Rashomon
THE MASTERPIECE
We reassess the greatest films of all time, one film at a time
The bandit Tajōmaru (Toshiro Mifune) sets his sights on samurai Takehiro’s wife Masako (Machiko Kyo).
THE ULTIMATE STORY of he said, she said, he said and, er, he said, Rashomon is beyond a masterpiece. It is “the classic film statement of the relativism, the unknowability of truth”, according to critic Pauline Kael. Akira Kurosawa’s 1950 feature concerns the murder of a samurai in 11th-century Japan, the rape of his wife and the contrasting viewpoints of those involved. But it was a defiant battle on the part of the legendary auteur to secure his vision, with the odds against him.
Disappointed by the end product of Scandal, his first 1950 release with Daiei Film studios, about the destructive force of the post-war tabloid press, Kurosawa came across a script by novice screenwriter Shinobu Hashimoto.
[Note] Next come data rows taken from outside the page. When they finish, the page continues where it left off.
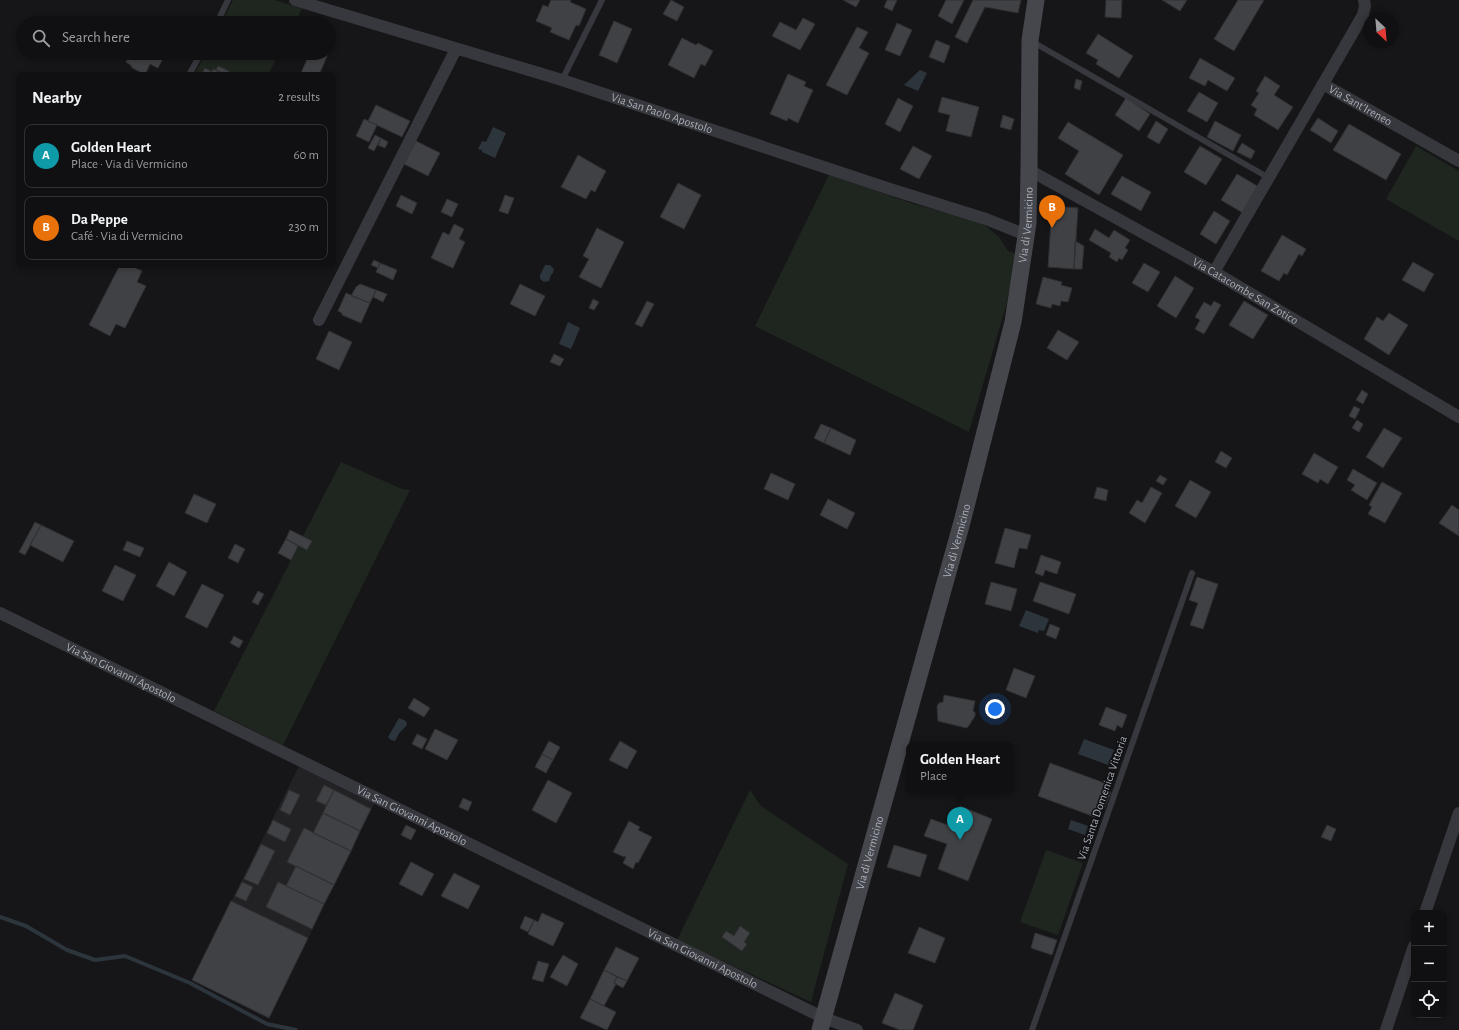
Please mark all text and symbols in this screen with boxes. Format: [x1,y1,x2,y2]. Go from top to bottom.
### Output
north arrow [1363,12,1399,48]
search box [16,16,336,60]
icon: search [30,27,52,49]
text: Search here [62,30,130,45]
street label: Via Sant'Ireneo [1327,83,1394,128]
text: Nearby [32,89,82,106]
text: 2 results [278,91,320,104]
street label: Via San Paolo Apostolo [610,91,714,136]
text: Golden Heart [71,140,151,155]
text: A [42,149,50,162]
text: 60 m [293,149,319,162]
text: Place · Via di Vermicino [71,158,188,171]
street label: Via di Vermicino [1016,187,1035,264]
pin: B [1039,195,1065,228]
text: Da Peppe [71,212,128,227]
text: B [42,221,50,234]
text: 230 m [288,221,319,234]
text: Café · Via di Vermicino [71,230,183,243]
street label: Via Catacombe San Zotico [1191,255,1301,327]
street label: Via di Vermicino [941,502,972,579]
street label: Via San Giovanni Apostolo [64,640,178,705]
your location [985,699,1005,719]
street label: Via Santa Domenica Vittoria [1075,734,1129,862]
popup [906,742,1014,794]
text: Golden Heart [920,752,1000,767]
text: Place [920,770,947,783]
street label: Via San Giovanni Apostolo [355,783,469,848]
pin: A [947,807,973,840]
street label: Via di Vermicino [854,814,886,891]
map controls [1411,910,1447,1018]
button: + [1411,910,1447,946]
street label: Via San Giovanni Apostolo [646,926,760,991]
button: − [1411,946,1447,982]
button: locate [1411,982,1447,1018]

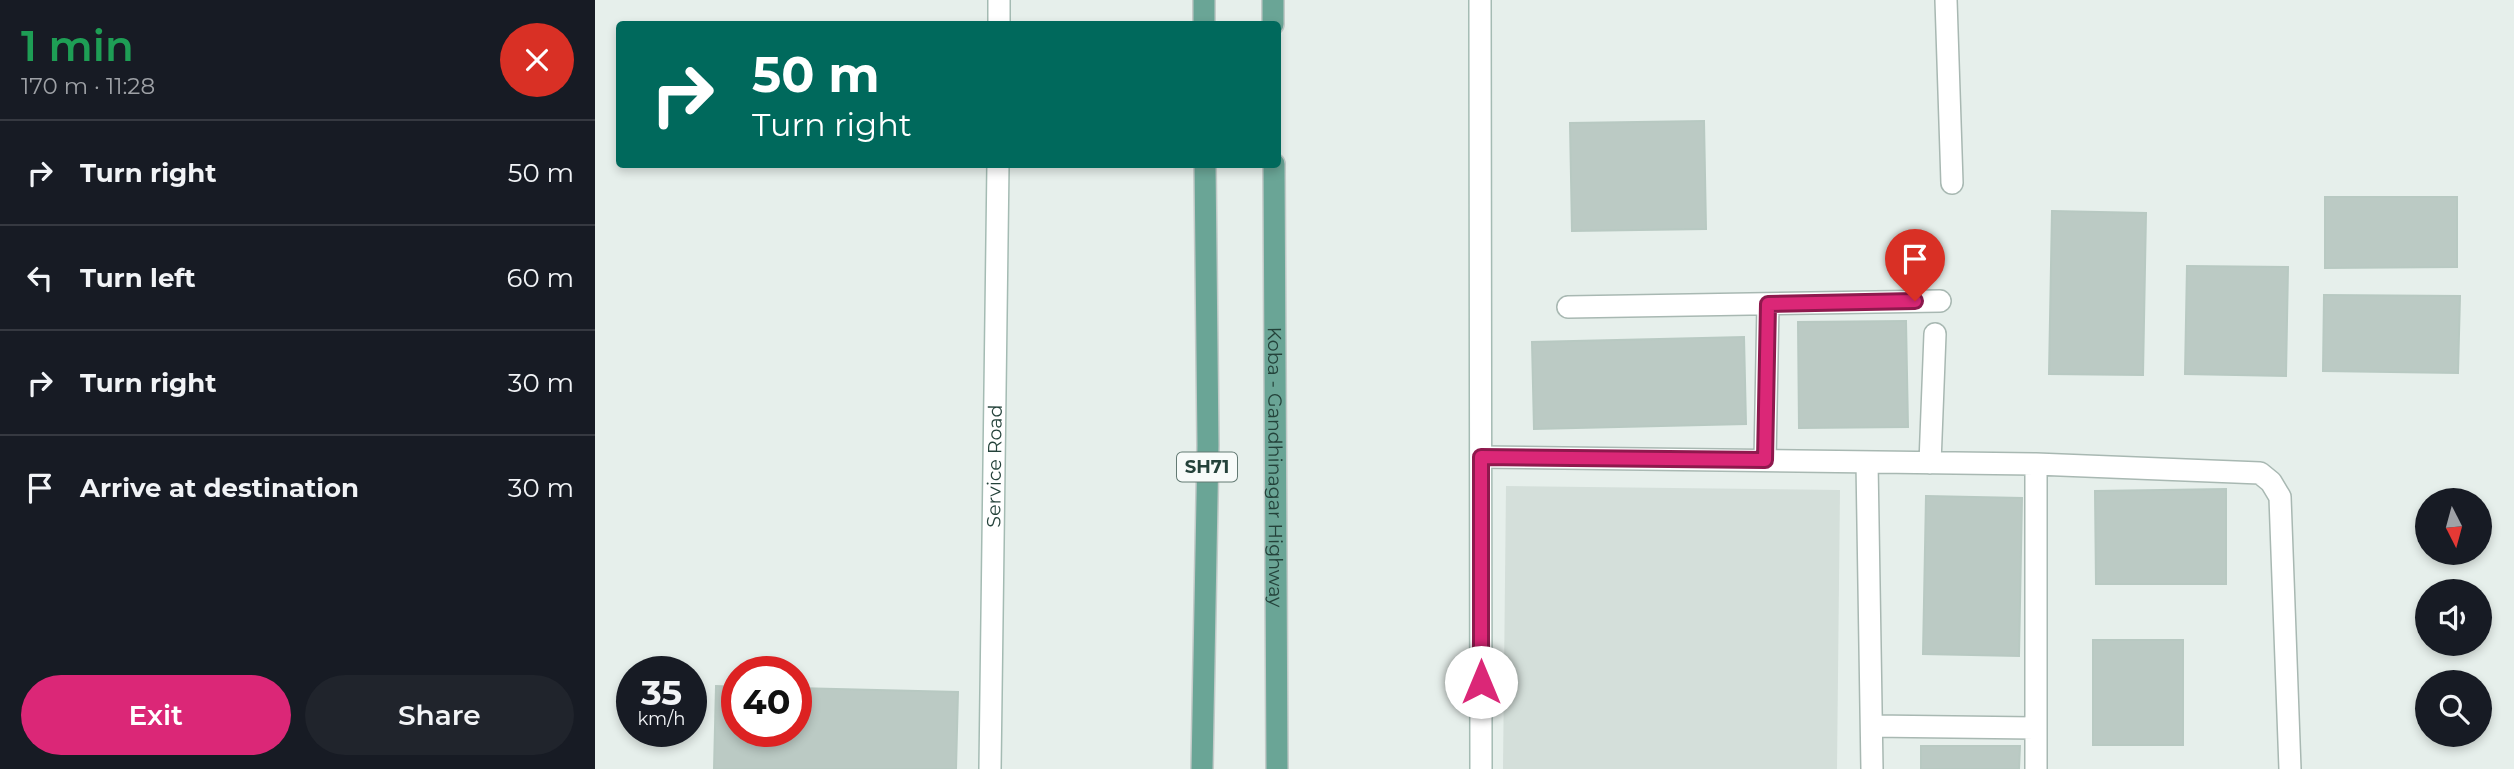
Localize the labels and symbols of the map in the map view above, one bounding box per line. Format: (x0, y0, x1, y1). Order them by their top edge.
pin (1885, 229, 1945, 301)
street label: Koba - Gandhinagar Highway (1263, 327, 1287, 608)
street label: Service Road (982, 404, 1007, 528)
road number: SH71 (1177, 452, 1237, 481)
north arrow (2415, 488, 2492, 565)
position arrow (1444, 645, 1518, 719)
speed limit sign: 40 (721, 656, 812, 747)

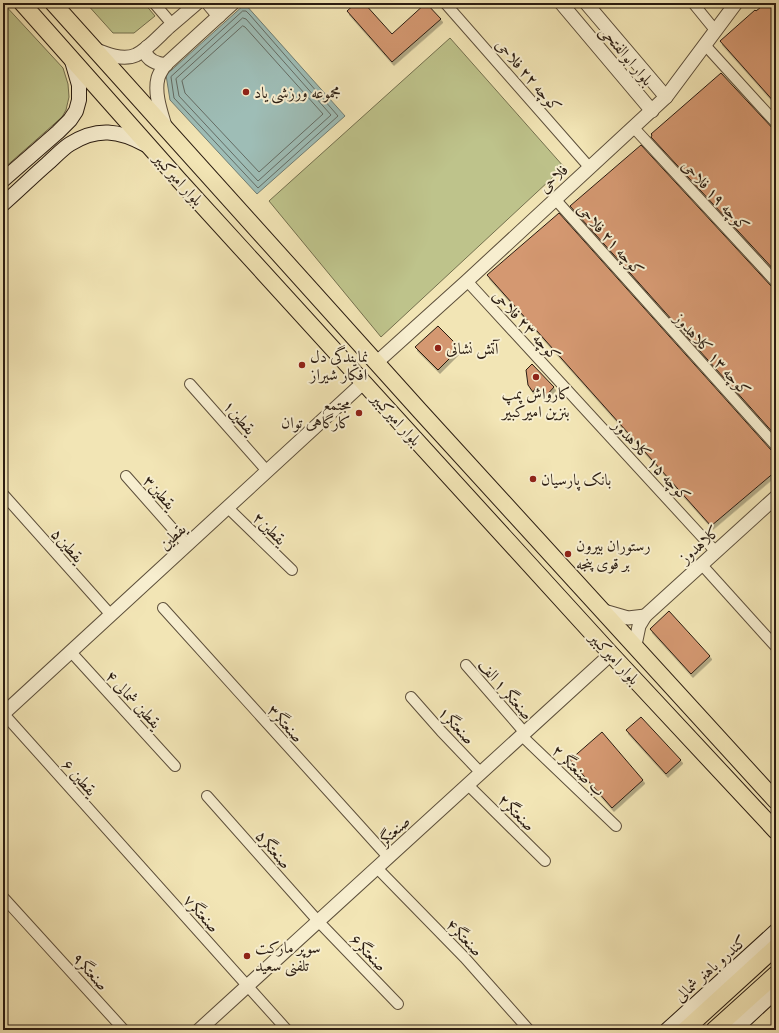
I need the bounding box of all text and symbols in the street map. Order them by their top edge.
street label: بلوار ابوالفتحی [594,21,657,91]
street label: کوچه ۲۲ فلاحی [490,35,566,117]
place label: مجموعه ورزشی یاد [254,83,341,104]
marker: مجموعه ورزشی یاد [241,87,251,97]
street label: بلوار امیرکبیر [149,147,207,210]
street label: کوچه ۱۹ فلاحی [676,156,754,236]
street label: فلاحی [535,160,572,197]
street label: کوچه ۲۱ فلاحی [572,199,648,281]
street label: کوچه ۲۳ فلاحی [487,286,565,366]
street label: کوچه ۱۳ کلاهدوز [668,307,755,401]
place label: آتش نشانی [446,339,500,359]
marker: آتش نشانی [433,343,443,353]
place label: نمایندگی دل افکار شیراز [308,344,369,384]
marker: نمایندگی دل افکار شیراز [297,360,307,370]
marker: کارواش پمپ بنزین امیرکبیر [531,372,541,382]
place label: کارواش پمپ بنزین امیرکبیر [500,384,571,421]
street label: بلوار امیرکبیر [367,387,425,450]
place label: مجتمع کارگاهی توان [281,395,351,433]
street label: یقطین۱ [219,396,260,440]
marker: مجتمع کارگاهی توان [354,408,364,418]
street label: کوچه ۱۵ کلاهدوز [606,414,694,507]
place label: بانک پارسیان [541,470,611,491]
street label: یقطین۳ [139,471,181,515]
marker: بانک پارسیان [528,474,538,484]
street label: یقطین۲ [248,508,291,550]
street label: یقطین [155,519,191,554]
street label: کلاهدوز [674,521,723,569]
street label: یقطین۵ [47,524,89,568]
place label: رستوران بیرون بر قوی پنجه [576,536,651,574]
marker: رستوران بیرون بر قوی پنجه [563,549,573,559]
street label: بلوار امیرکبیر [584,627,644,689]
street label: صنعتگر ۱ الف [473,655,537,724]
street label: یقطین شمالی ۴ [101,666,166,734]
street label: صنعتگر۳ [263,700,308,747]
street label: صنعتگر۱ [434,702,479,749]
street label: ۲ ب صنعتگر [547,740,609,801]
street label: یقطین ۶ [57,755,102,801]
street label: صنعتگر۲ [493,790,539,836]
street label: صنعتگر [373,811,415,851]
street label: صنعتگر۵ [251,826,295,873]
street label: صنعتگر۷ [179,890,224,937]
street label: صنعتگر۴ [442,915,487,961]
street label: صنعتگر۶ [346,930,391,976]
street label: کندرو باهنر شمالی [670,931,750,1006]
place label: سوپر مارکت تلفنی سعید [255,938,321,977]
street label: صنعتگر۹ [68,948,113,995]
marker: سوپر مارکت تلفنی سعید [242,951,252,961]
Based on the short story In A Grove by Ryunosuke Akutagawa, it impressed the filmmaker — but there was something missing. So, Hashimoto and Kurosawa fused the central story and characters from the initial tale with tonal elements and the location of Rashomon, another of Akutagawa’s short stories, into a bold new script with sparse dialogue to present, said Kurosawa, “human beings — the kind who cannot survive without lies to make them feel they are better people than they really are.”